Началось ученье. Моркин до сих пор помнит свой первый день в школе. К началу занятий выдали казенную форму: серую тужурку, такого же цвета брюки, новые сапоги, черную шинель и картуз с лаковым козырьком. Моркин и дома плохо не одевался, но новенькая фо<рма привела его в восторг. Он поминутно то расстегивал, то застегивал кожаный с широкой пряжкой ремень, пока сидящий рядом Эмаш не одернул его:
— Сиди тихо, выгонят.
Учитель Эшайков, высокий, тощий, стоя на кафедре со скрипкой в руках, объяснял ноты. Он писал на доске нотные знаки, проигрывал их на скрипке. Потом со смычком в руках прошелся между партами и, указав на Моркина, сказал:
— К доске!
Моркин, почувствовав, как сильно забилось сердце, вышел к доске, взял мел, испуганно смотрел на учителя.
— Начерти нотный стан, — сказал тот.
Моркин начертил.
— Теперь изобрази скрипичный ключ.
Моркин начал рисовать ключ, но учитель закричал:
— Разве так я показывал? Между какими чертами нужно рисовать кружок?
Моркин, и без того оробевший, теперь, после сердитого окрика учителя, вовсе растерялся, даже руки у него затряслись.
— Пиши, чего стоишь! — снова закричал учитель.
Моркин торопливо изобразил ключ. Ребята засмеялись.

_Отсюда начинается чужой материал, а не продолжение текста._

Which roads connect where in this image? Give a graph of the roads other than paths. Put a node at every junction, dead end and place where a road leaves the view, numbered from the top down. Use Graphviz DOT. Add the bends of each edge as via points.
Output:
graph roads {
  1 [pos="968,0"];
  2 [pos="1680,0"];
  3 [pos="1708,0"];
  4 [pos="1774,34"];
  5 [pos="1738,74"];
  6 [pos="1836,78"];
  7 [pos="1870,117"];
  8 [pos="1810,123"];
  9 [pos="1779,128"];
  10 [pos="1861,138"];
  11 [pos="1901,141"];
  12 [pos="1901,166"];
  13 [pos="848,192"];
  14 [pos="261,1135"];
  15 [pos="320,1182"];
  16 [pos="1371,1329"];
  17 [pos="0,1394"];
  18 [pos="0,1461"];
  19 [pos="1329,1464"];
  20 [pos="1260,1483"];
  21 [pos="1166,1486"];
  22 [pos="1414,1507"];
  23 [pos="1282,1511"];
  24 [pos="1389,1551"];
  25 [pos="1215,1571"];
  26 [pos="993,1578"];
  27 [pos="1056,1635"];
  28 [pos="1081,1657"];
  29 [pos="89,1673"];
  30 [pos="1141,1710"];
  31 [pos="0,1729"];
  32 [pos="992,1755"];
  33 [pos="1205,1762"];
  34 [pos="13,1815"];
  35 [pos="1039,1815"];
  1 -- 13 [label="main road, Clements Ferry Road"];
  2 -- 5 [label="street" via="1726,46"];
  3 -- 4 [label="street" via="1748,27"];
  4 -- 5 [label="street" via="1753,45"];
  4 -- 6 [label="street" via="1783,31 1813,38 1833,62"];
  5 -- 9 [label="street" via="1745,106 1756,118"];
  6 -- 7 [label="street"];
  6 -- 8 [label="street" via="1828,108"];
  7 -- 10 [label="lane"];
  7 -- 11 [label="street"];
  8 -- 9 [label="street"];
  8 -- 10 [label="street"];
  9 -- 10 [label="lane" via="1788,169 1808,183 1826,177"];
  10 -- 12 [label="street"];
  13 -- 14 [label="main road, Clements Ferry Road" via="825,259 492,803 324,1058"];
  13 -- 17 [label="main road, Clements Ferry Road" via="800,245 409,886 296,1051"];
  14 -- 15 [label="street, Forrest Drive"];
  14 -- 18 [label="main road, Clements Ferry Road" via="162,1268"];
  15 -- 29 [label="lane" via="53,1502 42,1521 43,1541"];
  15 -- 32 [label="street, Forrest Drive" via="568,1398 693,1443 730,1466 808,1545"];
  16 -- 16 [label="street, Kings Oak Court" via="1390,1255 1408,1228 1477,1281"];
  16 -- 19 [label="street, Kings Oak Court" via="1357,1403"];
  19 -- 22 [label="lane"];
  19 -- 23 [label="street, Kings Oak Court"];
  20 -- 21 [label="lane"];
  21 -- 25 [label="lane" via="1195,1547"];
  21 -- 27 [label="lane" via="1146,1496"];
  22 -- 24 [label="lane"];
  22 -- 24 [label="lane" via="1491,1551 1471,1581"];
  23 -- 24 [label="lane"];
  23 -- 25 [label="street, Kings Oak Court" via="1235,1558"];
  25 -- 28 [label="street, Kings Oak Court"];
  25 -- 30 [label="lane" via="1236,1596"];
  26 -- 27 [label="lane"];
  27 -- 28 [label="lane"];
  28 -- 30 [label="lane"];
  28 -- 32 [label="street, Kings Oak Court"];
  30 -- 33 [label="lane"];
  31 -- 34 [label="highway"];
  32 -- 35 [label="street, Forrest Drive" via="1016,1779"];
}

— Тихо! — учитель поднял смычок. — Ну, ты нарисуешь как положено или нет? Как твоя фамилия?
— Моркин.
— Ты, Морфин, учиться приехал или казенный хлеб жрать?
— Хи-хи, — послышалось с задней парты.
Учитель не торопясь подошел, спросил у сидевшего на задней парте:
— Ты смеялся?
В классе тишина, многие сидят, опустив головы, только некоторые осмелились повернуться к учителю.
— Ты смеялся? — повторил учитель громче, будто в кулак зажав маленькие сердца.
— Я, — не смея поднять глаз, признался парень.
— Ну так теперь поплачь! — и учитель с размаху ударил парня смычком по голове.